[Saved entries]
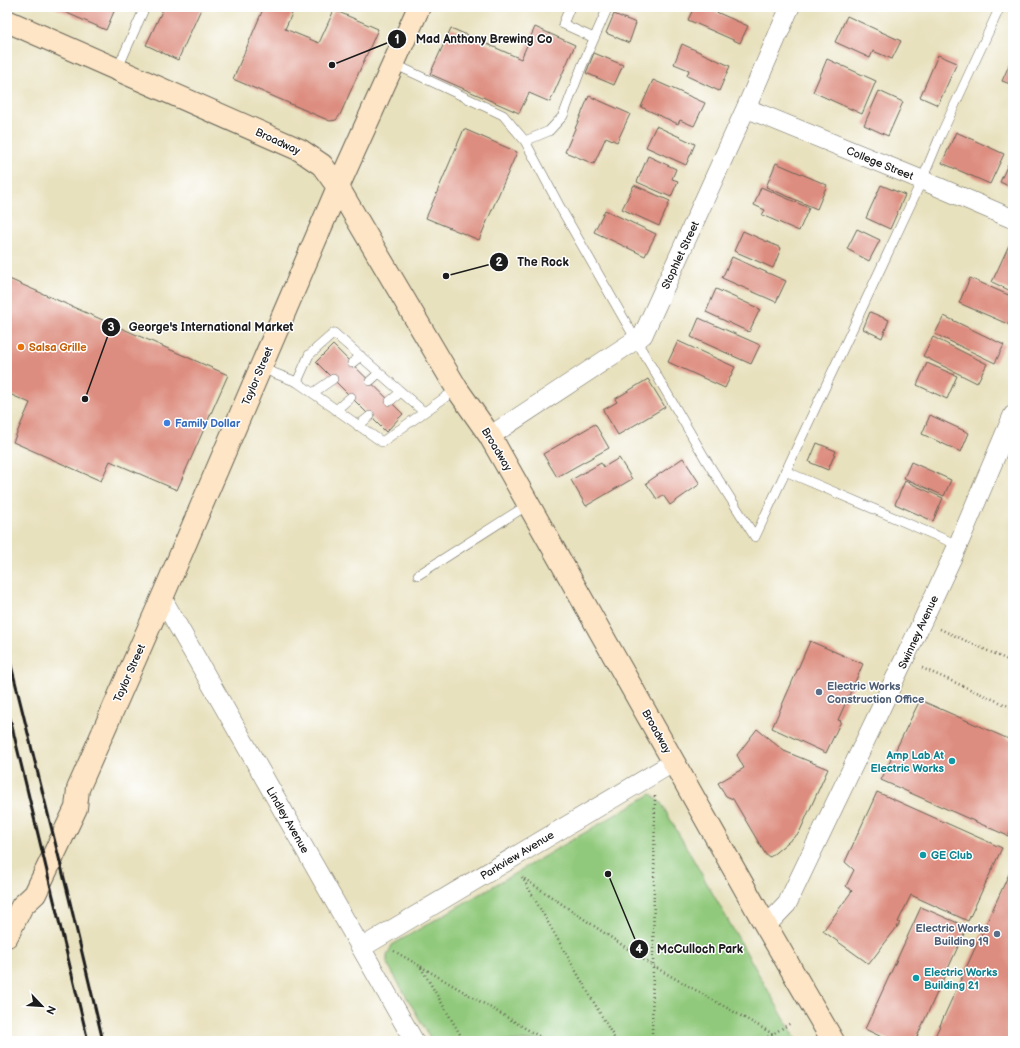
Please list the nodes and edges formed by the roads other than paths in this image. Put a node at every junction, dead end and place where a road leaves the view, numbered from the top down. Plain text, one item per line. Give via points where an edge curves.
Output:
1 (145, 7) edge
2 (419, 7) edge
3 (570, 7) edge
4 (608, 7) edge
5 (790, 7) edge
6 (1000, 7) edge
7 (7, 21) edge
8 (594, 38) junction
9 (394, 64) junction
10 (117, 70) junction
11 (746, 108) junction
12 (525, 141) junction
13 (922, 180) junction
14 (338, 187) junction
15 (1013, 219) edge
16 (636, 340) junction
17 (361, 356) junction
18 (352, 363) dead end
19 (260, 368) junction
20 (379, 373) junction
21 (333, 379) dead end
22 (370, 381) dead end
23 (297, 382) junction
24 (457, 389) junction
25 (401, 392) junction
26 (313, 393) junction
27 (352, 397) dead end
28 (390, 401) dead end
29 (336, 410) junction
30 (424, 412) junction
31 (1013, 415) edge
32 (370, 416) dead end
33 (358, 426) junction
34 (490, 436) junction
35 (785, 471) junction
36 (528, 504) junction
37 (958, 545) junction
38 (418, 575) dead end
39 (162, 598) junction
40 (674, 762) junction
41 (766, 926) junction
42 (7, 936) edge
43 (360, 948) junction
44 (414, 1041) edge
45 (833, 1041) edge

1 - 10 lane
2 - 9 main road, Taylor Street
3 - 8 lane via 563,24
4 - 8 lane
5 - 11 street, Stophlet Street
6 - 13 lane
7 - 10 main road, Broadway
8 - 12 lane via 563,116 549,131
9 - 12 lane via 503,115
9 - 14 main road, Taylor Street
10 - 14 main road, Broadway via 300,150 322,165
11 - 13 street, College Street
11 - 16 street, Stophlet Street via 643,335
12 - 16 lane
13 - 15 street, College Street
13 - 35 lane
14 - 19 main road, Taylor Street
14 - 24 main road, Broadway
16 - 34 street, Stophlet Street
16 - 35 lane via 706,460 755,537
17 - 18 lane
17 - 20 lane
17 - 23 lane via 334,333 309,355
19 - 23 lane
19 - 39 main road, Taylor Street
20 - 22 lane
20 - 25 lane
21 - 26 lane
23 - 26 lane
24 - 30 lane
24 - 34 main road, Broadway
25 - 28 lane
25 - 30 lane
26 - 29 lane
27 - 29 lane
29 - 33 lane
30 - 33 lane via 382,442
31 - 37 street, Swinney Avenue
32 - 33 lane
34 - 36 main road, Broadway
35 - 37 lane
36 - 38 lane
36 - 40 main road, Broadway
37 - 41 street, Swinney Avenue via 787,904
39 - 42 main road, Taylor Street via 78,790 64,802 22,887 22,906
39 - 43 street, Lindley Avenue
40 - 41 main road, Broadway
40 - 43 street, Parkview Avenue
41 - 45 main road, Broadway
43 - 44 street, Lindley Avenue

Work to be completed:
Each line of the entries where the string "Broadway" occurs should be shown.

Result of the task:
7 - 10 main road, Broadway
10 - 14 main road, Broadway via 300,150 322,165
14 - 24 main road, Broadway
24 - 34 main road, Broadway
34 - 36 main road, Broadway
36 - 40 main road, Broadway
40 - 41 main road, Broadway
41 - 45 main road, Broadway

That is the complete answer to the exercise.